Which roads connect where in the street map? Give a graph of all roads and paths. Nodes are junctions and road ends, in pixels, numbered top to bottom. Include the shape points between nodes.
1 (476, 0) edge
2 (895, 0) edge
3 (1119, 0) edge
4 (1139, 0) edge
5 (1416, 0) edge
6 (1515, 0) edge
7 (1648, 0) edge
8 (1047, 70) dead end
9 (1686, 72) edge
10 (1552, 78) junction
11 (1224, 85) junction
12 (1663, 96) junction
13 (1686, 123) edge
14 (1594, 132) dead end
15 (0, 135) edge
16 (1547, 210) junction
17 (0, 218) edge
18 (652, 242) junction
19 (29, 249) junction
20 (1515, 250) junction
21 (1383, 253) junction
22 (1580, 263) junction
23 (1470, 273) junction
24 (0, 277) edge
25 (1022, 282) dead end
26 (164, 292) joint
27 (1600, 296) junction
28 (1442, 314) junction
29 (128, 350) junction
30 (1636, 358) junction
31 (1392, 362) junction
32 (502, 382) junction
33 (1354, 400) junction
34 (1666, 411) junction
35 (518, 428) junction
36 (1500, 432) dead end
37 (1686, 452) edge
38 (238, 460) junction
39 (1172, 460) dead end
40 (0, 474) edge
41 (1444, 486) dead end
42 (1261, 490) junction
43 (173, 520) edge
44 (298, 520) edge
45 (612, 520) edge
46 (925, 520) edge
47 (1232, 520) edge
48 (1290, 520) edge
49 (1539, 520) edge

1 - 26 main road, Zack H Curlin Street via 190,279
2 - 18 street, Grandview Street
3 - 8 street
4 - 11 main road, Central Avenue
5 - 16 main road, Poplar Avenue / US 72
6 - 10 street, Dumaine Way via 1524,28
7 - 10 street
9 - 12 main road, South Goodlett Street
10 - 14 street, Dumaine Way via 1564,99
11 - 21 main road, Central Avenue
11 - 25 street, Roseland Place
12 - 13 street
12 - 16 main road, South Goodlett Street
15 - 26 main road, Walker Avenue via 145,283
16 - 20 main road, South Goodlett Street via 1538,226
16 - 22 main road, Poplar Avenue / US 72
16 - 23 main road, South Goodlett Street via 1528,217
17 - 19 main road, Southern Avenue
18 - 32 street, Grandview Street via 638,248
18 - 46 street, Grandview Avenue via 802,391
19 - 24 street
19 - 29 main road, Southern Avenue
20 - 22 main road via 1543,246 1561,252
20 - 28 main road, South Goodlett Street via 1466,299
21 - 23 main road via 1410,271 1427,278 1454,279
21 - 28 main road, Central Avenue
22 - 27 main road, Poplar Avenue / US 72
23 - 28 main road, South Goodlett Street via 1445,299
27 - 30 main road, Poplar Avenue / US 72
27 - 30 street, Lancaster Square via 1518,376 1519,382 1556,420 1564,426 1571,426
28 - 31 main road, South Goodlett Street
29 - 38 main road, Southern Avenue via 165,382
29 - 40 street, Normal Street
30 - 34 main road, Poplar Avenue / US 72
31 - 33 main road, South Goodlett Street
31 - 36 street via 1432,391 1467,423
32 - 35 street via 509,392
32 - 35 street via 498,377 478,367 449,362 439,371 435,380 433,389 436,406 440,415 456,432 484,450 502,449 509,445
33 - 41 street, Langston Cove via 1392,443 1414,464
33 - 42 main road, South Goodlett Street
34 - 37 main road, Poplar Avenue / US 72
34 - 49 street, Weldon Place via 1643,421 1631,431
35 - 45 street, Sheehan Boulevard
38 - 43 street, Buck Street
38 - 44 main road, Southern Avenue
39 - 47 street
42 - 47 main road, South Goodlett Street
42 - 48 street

::::

» **WHAT THE EXERCISE ASKS**: What's required is that all of the material be returned exactly.

» **ANSWER BELOW**:
Which roads connect where in the street map? Give a graph of all roads and paths. Nodes are junctions and road ends, in pixels, numbered top to bottom. Include the shape points between nodes.
1 (476, 0) edge
2 (895, 0) edge
3 (1119, 0) edge
4 (1139, 0) edge
5 (1416, 0) edge
6 (1515, 0) edge
7 (1648, 0) edge
8 (1047, 70) dead end
9 (1686, 72) edge
10 (1552, 78) junction
11 (1224, 85) junction
12 (1663, 96) junction
13 (1686, 123) edge
14 (1594, 132) dead end
15 (0, 135) edge
16 (1547, 210) junction
17 (0, 218) edge
18 (652, 242) junction
19 (29, 249) junction
20 (1515, 250) junction
21 (1383, 253) junction
22 (1580, 263) junction
23 (1470, 273) junction
24 (0, 277) edge
25 (1022, 282) dead end
26 (164, 292) joint
27 (1600, 296) junction
28 (1442, 314) junction
29 (128, 350) junction
30 (1636, 358) junction
31 (1392, 362) junction
32 (502, 382) junction
33 (1354, 400) junction
34 (1666, 411) junction
35 (518, 428) junction
36 (1500, 432) dead end
37 (1686, 452) edge
38 (238, 460) junction
39 (1172, 460) dead end
40 (0, 474) edge
41 (1444, 486) dead end
42 (1261, 490) junction
43 (173, 520) edge
44 (298, 520) edge
45 (612, 520) edge
46 (925, 520) edge
47 (1232, 520) edge
48 (1290, 520) edge
49 (1539, 520) edge

1 - 26 main road, Zack H Curlin Street via 190,279
2 - 18 street, Grandview Street
3 - 8 street
4 - 11 main road, Central Avenue
5 - 16 main road, Poplar Avenue / US 72
6 - 10 street, Dumaine Way via 1524,28
7 - 10 street
9 - 12 main road, South Goodlett Street
10 - 14 street, Dumaine Way via 1564,99
11 - 21 main road, Central Avenue
11 - 25 street, Roseland Place
12 - 13 street
12 - 16 main road, South Goodlett Street
15 - 26 main road, Walker Avenue via 145,283
16 - 20 main road, South Goodlett Street via 1538,226
16 - 22 main road, Poplar Avenue / US 72
16 - 23 main road, South Goodlett Street via 1528,217
17 - 19 main road, Southern Avenue
18 - 32 street, Grandview Street via 638,248
18 - 46 street, Grandview Avenue via 802,391
19 - 24 street
19 - 29 main road, Southern Avenue
20 - 22 main road via 1543,246 1561,252
20 - 28 main road, South Goodlett Street via 1466,299
21 - 23 main road via 1410,271 1427,278 1454,279
21 - 28 main road, Central Avenue
22 - 27 main road, Poplar Avenue / US 72
23 - 28 main road, South Goodlett Street via 1445,299
27 - 30 main road, Poplar Avenue / US 72
27 - 30 street, Lancaster Square via 1518,376 1519,382 1556,420 1564,426 1571,426
28 - 31 main road, South Goodlett Street
29 - 38 main road, Southern Avenue via 165,382
29 - 40 street, Normal Street
30 - 34 main road, Poplar Avenue / US 72
31 - 33 main road, South Goodlett Street
31 - 36 street via 1432,391 1467,423
32 - 35 street via 509,392
32 - 35 street via 498,377 478,367 449,362 439,371 435,380 433,389 436,406 440,415 456,432 484,450 502,449 509,445
33 - 41 street, Langston Cove via 1392,443 1414,464
33 - 42 main road, South Goodlett Street
34 - 37 main road, Poplar Avenue / US 72
34 - 49 street, Weldon Place via 1643,421 1631,431
35 - 45 street, Sheehan Boulevard
38 - 43 street, Buck Street
38 - 44 main road, Southern Avenue
39 - 47 street
42 - 47 main road, South Goodlett Street
42 - 48 street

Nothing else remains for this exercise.